Task directions: Please tally every line in the listing below where the word "Chunga" appears, then give the number and nothing more.

Data for processing:

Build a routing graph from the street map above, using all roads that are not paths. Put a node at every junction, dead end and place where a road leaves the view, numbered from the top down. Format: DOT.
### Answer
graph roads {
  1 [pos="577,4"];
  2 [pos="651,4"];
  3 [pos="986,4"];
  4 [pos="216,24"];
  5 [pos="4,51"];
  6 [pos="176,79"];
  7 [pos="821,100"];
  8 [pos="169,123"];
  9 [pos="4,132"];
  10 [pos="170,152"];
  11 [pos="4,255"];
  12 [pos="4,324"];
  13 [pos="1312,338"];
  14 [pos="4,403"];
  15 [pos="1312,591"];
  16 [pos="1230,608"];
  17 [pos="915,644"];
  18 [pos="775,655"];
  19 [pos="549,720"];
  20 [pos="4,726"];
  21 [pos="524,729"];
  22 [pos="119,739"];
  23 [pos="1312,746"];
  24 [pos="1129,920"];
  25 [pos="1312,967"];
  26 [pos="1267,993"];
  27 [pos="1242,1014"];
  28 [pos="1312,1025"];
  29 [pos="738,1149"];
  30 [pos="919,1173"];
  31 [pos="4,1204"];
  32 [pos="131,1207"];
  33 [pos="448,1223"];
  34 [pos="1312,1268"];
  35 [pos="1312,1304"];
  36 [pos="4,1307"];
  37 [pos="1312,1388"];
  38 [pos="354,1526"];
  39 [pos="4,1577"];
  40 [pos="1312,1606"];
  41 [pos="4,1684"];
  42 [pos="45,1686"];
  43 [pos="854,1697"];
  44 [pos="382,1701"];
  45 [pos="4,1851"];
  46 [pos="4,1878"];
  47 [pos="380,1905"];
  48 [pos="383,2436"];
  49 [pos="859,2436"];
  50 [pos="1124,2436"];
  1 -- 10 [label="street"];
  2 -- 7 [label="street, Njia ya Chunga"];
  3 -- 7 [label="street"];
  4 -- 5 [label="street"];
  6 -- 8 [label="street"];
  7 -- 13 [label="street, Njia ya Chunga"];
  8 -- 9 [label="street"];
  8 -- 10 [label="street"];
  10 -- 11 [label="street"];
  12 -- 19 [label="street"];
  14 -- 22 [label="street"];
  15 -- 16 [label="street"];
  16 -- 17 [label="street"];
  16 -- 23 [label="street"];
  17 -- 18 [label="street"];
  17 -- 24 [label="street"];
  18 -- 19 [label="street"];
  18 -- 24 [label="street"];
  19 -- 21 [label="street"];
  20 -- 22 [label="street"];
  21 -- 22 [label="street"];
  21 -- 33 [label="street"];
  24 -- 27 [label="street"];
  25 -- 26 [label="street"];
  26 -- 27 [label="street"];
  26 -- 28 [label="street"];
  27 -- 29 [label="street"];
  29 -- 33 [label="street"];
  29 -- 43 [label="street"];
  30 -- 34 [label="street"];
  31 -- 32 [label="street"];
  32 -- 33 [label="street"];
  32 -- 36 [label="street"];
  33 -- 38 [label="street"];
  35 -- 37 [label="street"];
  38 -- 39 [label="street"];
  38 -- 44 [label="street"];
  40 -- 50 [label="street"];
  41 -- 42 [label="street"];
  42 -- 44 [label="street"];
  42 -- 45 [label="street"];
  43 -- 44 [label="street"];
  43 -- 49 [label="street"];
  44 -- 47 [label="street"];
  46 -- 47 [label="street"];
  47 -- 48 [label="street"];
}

Task answer: 2